Question

If $\eta$ is the coefficient of viscosity and T is temperature in kelvin, a linear plot is obtained for

• A. $\eta$ vs T
• B. $\eta$ vs 1/T
• C. log $\eta$ vs 1/T
• D. $\eta$ vs log T

Answer 1

Answer: (C)

log $\eta$ vs 1/T

Answer 2

The viscosity ($\eta$) of a liquid is highly dependent on temperature (T). For most liquids, viscosity decreases exponentially with increasing temperature.

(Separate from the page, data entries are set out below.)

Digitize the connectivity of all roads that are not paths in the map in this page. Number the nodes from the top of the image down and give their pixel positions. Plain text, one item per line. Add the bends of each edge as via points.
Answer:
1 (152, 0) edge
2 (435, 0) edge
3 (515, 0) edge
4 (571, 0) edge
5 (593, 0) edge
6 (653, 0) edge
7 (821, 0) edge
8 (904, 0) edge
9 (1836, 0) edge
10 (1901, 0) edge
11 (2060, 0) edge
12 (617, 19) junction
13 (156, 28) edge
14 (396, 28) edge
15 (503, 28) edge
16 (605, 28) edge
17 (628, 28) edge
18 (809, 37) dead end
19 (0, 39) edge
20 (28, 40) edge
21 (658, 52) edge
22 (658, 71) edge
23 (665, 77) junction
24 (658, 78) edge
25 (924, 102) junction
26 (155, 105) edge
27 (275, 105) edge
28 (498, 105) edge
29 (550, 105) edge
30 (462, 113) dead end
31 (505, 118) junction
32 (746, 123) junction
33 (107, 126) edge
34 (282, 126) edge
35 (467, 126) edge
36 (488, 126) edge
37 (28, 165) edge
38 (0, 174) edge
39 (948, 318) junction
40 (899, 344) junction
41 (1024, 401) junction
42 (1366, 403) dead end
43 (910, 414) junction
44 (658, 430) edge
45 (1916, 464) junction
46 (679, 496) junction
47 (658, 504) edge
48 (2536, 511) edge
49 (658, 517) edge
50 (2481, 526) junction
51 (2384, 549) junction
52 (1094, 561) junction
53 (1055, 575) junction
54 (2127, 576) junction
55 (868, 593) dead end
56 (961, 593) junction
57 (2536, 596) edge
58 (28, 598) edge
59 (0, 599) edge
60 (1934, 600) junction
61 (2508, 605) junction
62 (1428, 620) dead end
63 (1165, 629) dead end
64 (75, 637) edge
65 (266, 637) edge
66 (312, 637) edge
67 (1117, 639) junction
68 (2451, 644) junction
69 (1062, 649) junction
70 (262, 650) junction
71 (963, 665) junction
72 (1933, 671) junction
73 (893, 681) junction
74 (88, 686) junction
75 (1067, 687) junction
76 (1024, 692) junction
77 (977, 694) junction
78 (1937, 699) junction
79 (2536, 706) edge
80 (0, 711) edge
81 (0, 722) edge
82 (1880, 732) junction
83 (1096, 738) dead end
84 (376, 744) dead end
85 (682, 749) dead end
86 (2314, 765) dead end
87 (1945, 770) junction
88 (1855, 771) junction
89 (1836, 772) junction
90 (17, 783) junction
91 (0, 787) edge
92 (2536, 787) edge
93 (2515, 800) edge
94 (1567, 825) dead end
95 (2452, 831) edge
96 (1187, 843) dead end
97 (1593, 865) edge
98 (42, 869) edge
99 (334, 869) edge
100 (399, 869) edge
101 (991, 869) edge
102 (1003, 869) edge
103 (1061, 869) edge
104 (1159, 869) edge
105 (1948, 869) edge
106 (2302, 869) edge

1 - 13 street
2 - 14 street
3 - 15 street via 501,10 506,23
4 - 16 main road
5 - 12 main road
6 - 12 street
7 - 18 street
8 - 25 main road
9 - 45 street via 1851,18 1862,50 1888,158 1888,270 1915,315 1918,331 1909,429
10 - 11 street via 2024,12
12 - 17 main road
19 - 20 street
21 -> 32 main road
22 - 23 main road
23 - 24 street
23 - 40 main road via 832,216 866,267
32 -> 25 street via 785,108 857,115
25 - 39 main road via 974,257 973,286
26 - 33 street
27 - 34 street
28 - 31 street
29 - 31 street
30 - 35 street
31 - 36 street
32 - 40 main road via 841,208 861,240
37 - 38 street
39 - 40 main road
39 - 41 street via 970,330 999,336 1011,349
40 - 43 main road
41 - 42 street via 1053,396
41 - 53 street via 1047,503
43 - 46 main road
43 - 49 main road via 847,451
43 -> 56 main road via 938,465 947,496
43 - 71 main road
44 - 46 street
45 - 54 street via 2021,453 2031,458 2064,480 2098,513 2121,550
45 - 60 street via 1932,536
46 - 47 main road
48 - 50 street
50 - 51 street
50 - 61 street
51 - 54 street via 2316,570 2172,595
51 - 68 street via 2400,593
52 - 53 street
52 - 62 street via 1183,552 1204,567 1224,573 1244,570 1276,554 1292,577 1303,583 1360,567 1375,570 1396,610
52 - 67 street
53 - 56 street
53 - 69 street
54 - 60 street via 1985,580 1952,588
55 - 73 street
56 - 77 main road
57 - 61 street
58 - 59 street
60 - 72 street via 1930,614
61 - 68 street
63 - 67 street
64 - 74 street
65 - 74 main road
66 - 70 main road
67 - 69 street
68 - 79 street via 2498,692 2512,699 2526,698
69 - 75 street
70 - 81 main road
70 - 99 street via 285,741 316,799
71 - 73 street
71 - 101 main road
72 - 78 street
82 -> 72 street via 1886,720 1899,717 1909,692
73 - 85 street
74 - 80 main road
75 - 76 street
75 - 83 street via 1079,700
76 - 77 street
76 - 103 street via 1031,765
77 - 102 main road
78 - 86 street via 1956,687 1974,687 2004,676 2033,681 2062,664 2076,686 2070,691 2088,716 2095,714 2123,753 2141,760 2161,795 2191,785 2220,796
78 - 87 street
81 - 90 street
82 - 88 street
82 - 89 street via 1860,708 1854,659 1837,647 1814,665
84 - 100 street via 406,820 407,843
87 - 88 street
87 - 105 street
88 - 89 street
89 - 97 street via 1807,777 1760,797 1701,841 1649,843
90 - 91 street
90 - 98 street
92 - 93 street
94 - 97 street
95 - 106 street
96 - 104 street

This relationship is often described by an Arrhenius-type equation:

$\eta = A e^{E_a / RT}$

where:

• $\eta$ is the coefficient of viscosity
• A is a pre-exponential factor (a constant)
• $E_a$ is the activation energy for viscous flow
• R is the ideal gas constant
• T is the absolute temperature in Kelvin

To obtain a linear plot from this exponential relationship, we take the logarithm of both sides of the equation. Taking the natural logarithm ($\ln$):

$\ln \eta = \ln (A e^{E_a / RT})$

$\ln \eta = \ln A + \ln (e^{E_a / RT})$

$\ln \eta = \ln A + \frac{E_a}{RT}$

This equation can be rearranged into the form of a straight line, $y = mx + c$:

$\ln \eta = \left(\frac{E_a}{R}\right) \left(\frac{1}{T}\right) + \ln A$

Here, if we plot:

• $y = \ln \eta$ (or $\log \eta$, as $\log_{10} \eta = \frac{\ln \eta}{\ln 10}$ also yields a linear plot)
• $x = \frac{1}{T}$

The plot will be a straight line with:

• Slope ($m$) $= \frac{E_a}{R}$
• Y-intercept ($c$) $= \ln A$

Therefore, a linear plot is obtained when log $\eta$ is plotted against 1/T.